Thousands of Jews gather for a mass prayer for the hostages in Gaza at the Western Wall in the Old City of Jerusalem, Jan. 10, 2024. Photo: Yaacov Cohen

The United States, Egypt, Qatar, and Israel are nearing an agreement on a deal that could temporarily halt hostilities in Gaza and secure the return of the hostages, US and Israeli officials said on Sunday. 

National Security Advisor Jake Sullivan told CNN in an interview that representatives from the four countries met in Paris and “came to an understanding about what the basic contours for a hostage deal and for a temporary ceasefire would look like.”

Israeli lawmaker on Sunday Aryeh Deri told the Kikar HaShabbat news site that there was a “strong chance” that a hostage deal would happen but that it would take time. According to Deri, Hamas had not yet responded to the terms of the deal. 

Meanwhile, the state-affiliated Egyptian Al Qahera News network on Sunday reported that talks were continuing in Doha and “would be followed by meetings in Cairo.” 

Sullivan expressed his hope that “in the coming days” there would be a final agreement on the table. 

Israeli Prime Minister Netanyahu stopped short of confirming that a deal was on the offing and said that that for the discussions to progress, Hamas must adopt a more “reasonable” stance. 

In a separate statement to CBS News, Netanyahu discussed Israel’s strategic military considerations, including plans for civilian evacuation in Gaza and military actions against Hamas forces, indicating that these plans would proceed regardless of the negotiation outcomes.

“If we have a deal, it will be delayed somewhat, but it will happen. If we don’t have a deal, we’ll do it anyway,” he told CBS “Face the Nation.”

Senior Hamas official Sami Abu Zuhri responded by saying that Netanyahu’s comments proved the Israeli leader “is not concerned about reaching an agreement.” 

Netanyahu wants “to pursue negotiation under bombardment and the bloodshed” of Palestinians in Gaza, Abu Zuhri told Reuters. 

Separately on Sunday, the Israel Defense Forces announced the death of soldier Sgt. Oz Daniel, 19, who was killed on October 7 along with the rest of his tank crew and his body taken to Gaza. His body is still being held by Hamas.

It marked the fourth IDF death announced over the weekend. Staff-Sgt. Narya Belete, 21, a soldier in the elite Givati reconnaissance unit, Staff-Sgt. Eli Zrihen, 20, from the same unit, and Major Eyal Shuminov, a 24-year-old company commander in the Shaked Battalion of the Givati Brigade, were all killed in Gaza on Saturday, the IDF said.   

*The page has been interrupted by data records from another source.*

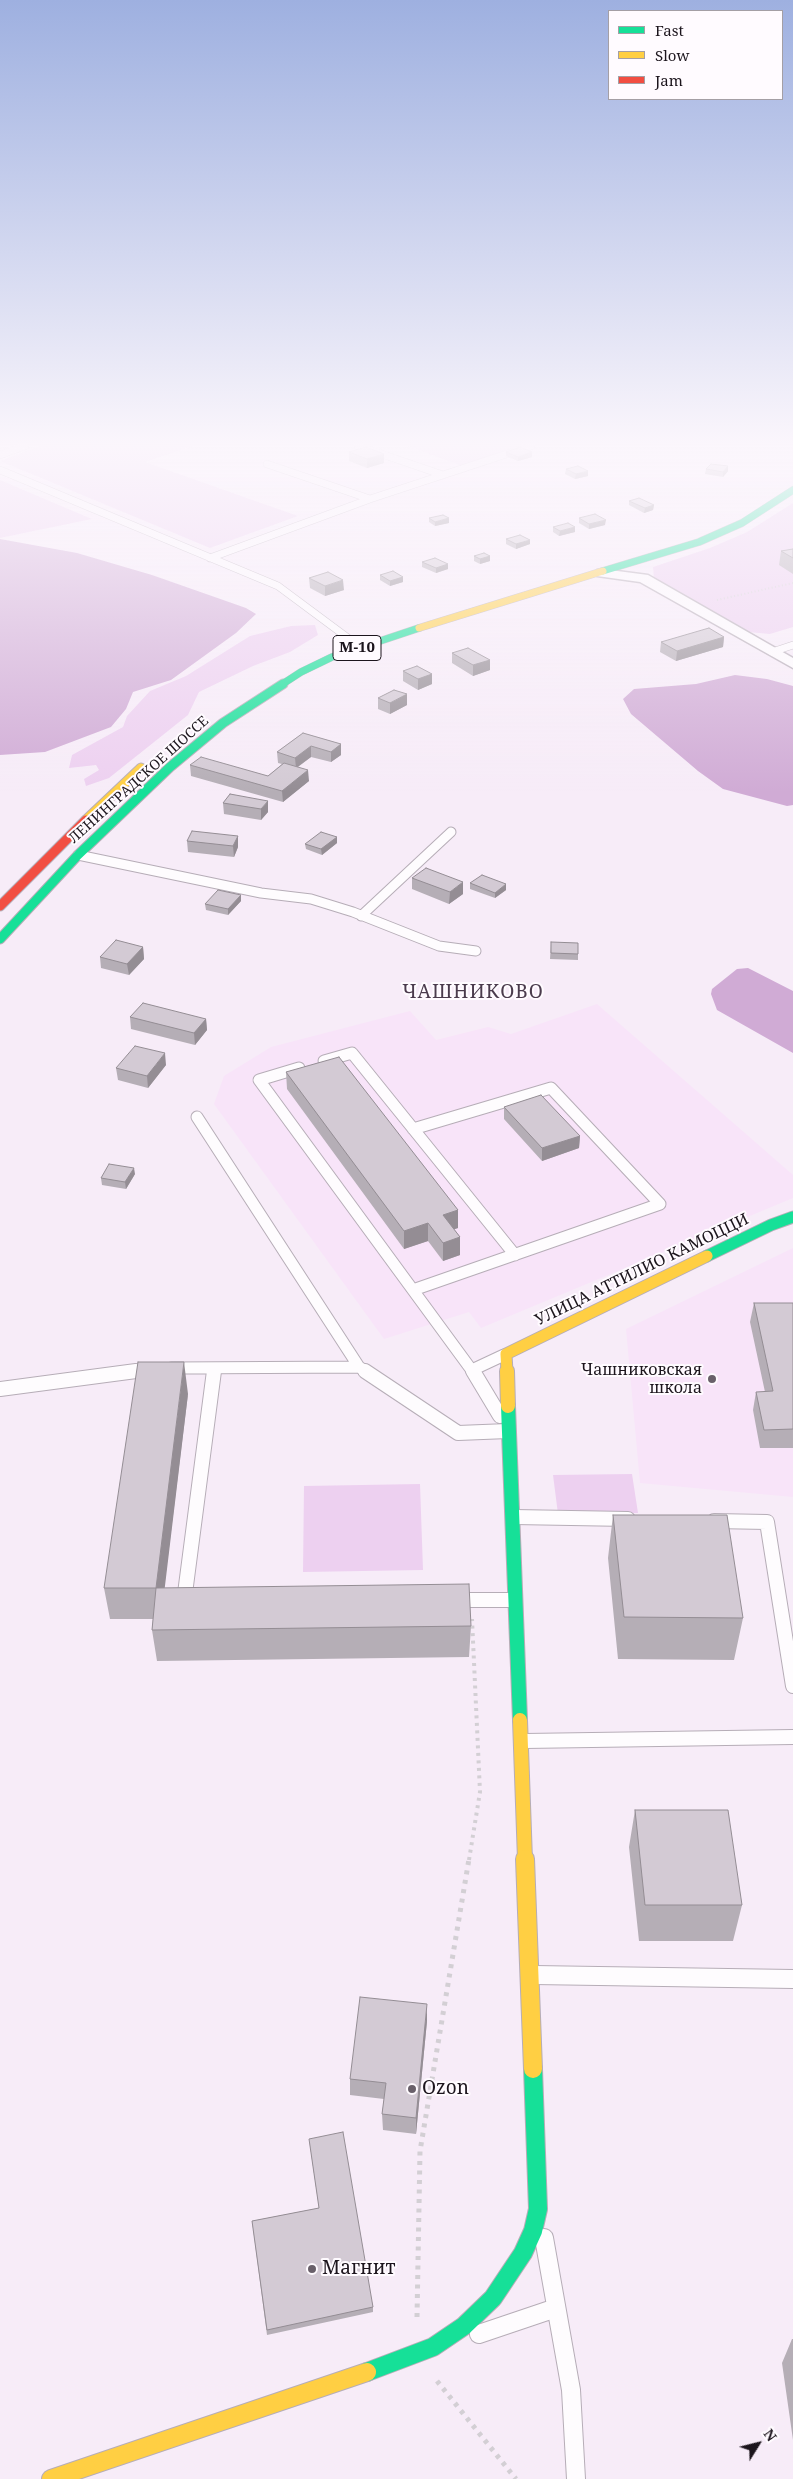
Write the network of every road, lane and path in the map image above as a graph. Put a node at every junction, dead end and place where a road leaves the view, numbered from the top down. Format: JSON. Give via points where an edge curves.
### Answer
{"nodes":[{"id":1,"x":219,"y":562,"type":"edge"},
{"id":2,"x":599,"y":562,"type":"edge"},
{"id":3,"x":639,"y":562,"type":"edge"},
{"id":4,"x":643,"y":562,"type":"edge"},
{"id":5,"x":602,"y":573,"type":"junction"},
{"id":6,"x":643,"y":578,"type":"junction"},
{"id":7,"x":793,"y":583,"type":"edge"},
{"id":8,"x":692,"y":606,"type":"junction"},
{"id":9,"x":448,"y":607,"type":"dead end"},
{"id":10,"x":361,"y":633,"type":"dead end"},
{"id":11,"x":348,"y":638,"type":"junction"},
{"id":12,"x":330,"y":644,"type":"dead end"},
{"id":13,"x":793,"y":645,"type":"edge"},
{"id":14,"x":772,"y":652,"type":"junction"},
{"id":15,"x":793,"y":664,"type":"edge"},
{"id":16,"x":148,"y":762,"type":"dead end"},
{"id":17,"x":451,"y":832,"type":"dead end"},
{"id":18,"x":78,"y":855,"type":"junction"},
{"id":19,"x":6,"y":893,"type":"edge"},
{"id":20,"x":0,"y":906,"type":"edge"},
{"id":21,"x":361,"y":916,"type":"junction"},
{"id":22,"x":0,"y":939,"type":"edge"},
{"id":23,"x":476,"y":951,"type":"dead end"},
{"id":24,"x":197,"y":1118,"type":"dead end"},
{"id":25,"x":413,"y":1129,"type":"junction"},
{"id":26,"x":793,"y":1217,"type":"edge"},
{"id":27,"x":515,"y":1255,"type":"junction"},
{"id":28,"x":413,"y":1290,"type":"junction"},
{"id":29,"x":506,"y":1354,"type":"junction"},
{"id":30,"x":359,"y":1366,"type":"junction"},
{"id":31,"x":214,"y":1368,"type":"junction"},
{"id":32,"x":472,"y":1370,"type":"junction"},
{"id":33,"x":0,"y":1389,"type":"edge"},
{"id":34,"x":510,"y":1431,"type":"junction"},
{"id":35,"x":513,"y":1517,"type":"junction"},
{"id":36,"x":640,"y":1520,"type":"edge"},
{"id":37,"x":698,"y":1521,"type":"edge"},
{"id":38,"x":442,"y":1600,"type":"edge"},
{"id":39,"x":472,"y":1600,"type":"junction"},
{"id":40,"x":516,"y":1600,"type":"junction"},
{"id":41,"x":193,"y":1601,"type":"edge"},
{"id":42,"x":793,"y":1686,"type":"edge"},
{"id":43,"x":793,"y":1737,"type":"edge"},
{"id":44,"x":521,"y":1741,"type":"junction"},
{"id":45,"x":530,"y":1975,"type":"junction"},
{"id":46,"x":793,"y":1979,"type":"edge"},
{"id":47,"x":538,"y":2209,"type":"junction"},
{"id":48,"x":556,"y":2308,"type":"junction"},
{"id":49,"x":416,"y":2355,"type":"junction"},
{"id":50,"x":51,"y":2479,"type":"edge"},
{"id":51,"x":516,"y":2479,"type":"edge"},
{"id":52,"x":576,"y":2479,"type":"edge"}],
"edges":[{"from":1,"to":11,"type":"lane","via":[[278,586]]},
{"from":2,"to":9,"type":"main road"},
{"from":3,"to":5,"type":"main road","name":"ЛЕНИНГРАДСКОЕ ШОССЕ","number":"М-10"},
{"from":4,"to":6,"type":"street","via":[[640,569]]},
{"from":5,"to":6,"type":"street"},
{"from":5,"to":18,"type":"main road","name":"ЛЕНИНГРАДСКОЕ ШОССЕ","number":"М-10","via":[[373,642],[301,672],[206,737],[128,805]]},
{"from":6,"to":8,"type":"street"},
{"from":7,"to":8,"type":"path"},
{"from":8,"to":14,"type":"street"},
{"from":10,"to":11,"type":"main road","number":"М-10"},
{"from":11,"to":12,"type":"main road","number":"М-10"},
{"from":13,"to":14,"type":"lane"},
{"from":14,"to":15,"type":"street"},
{"from":16,"to":19,"type":"main road","name":"ЛЕНИНГРАДСКОЕ ШОССЕ"},
{"from":17,"to":21,"type":"lane"},
{"from":18,"to":21,"type":"lane","via":[[261,893],[311,899]]},
{"from":18,"to":22,"type":"main road","name":"ЛЕНИНГРАДСКОЕ ШОССЕ","number":"М-10"},
{"from":19,"to":20,"type":"main road","name":"ЛЕНИНГРАДСКОЕ ШОССЕ"},
{"from":21,"to":23,"type":"lane","via":[[439,946]]},
{"from":24,"to":30,"type":"lane"},
{"from":25,"to":27,"type":"lane"},
{"from":25,"to":27,"type":"lane","via":[[550,1088],[660,1204]]},
{"from":25,"to":28,"type":"lane","via":[[352,1053],[260,1080]]},
{"from":26,"to":29,"type":"main road","name":"УЛИЦА АТТИЛИО КАМОЦЦИ"},
{"from":27,"to":28,"type":"lane"},
{"from":28,"to":32,"type":"lane"},
{"from":29,"to":32,"type":"lane"},
{"from":29,"to":34,"type":"main road"},
{"from":30,"to":31,"type":"lane"},
{"from":30,"to":34,"type":"lane","via":[[458,1433]]},
{"from":31,"to":33,"type":"lane","via":[[146,1369]]},
{"from":31,"to":41,"type":"lane","via":[[183,1601]]},
{"from":32,"to":34,"type":"lane"},
{"from":34,"to":35,"type":"main road"},
{"from":35,"to":36,"type":"lane"},
{"from":35,"to":40,"type":"main road"},
{"from":37,"to":42,"type":"lane","via":[[767,1522]]},
{"from":38,"to":39,"type":"lane"},
{"from":39,"to":40,"type":"lane"},
{"from":39,"to":49,"type":"path","via":[[480,1792],[420,2151]]},
{"from":40,"to":44,"type":"main road"},
{"from":43,"to":44,"type":"lane"},
{"from":44,"to":45,"type":"main road"},
{"from":45,"to":46,"type":"lane"},
{"from":45,"to":47,"type":"main road"},
{"from":47,"to":48,"type":"lane"},
{"from":47,"to":49,"type":"main road","via":[[529,2242],[492,2298],[464,2326]]},
{"from":48,"to":49,"type":"lane"},
{"from":48,"to":52,"type":"lane","via":[[570,2390]]},
{"from":49,"to":50,"type":"main road"},
{"from":49,"to":51,"type":"path"}]}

A statement by the Hostages and Missing Families Forum noted that Daniel was a skilled guitar player who loved the rock band Guns N’ Roses who “loved life, loved people, had a great sense of humor and a contagious smile.”

He left behind his parents and a twin brother, Hadar.

Of the 253 people abducted to Gaza, the IDF has confirmed the deaths of 31, among them Daniel.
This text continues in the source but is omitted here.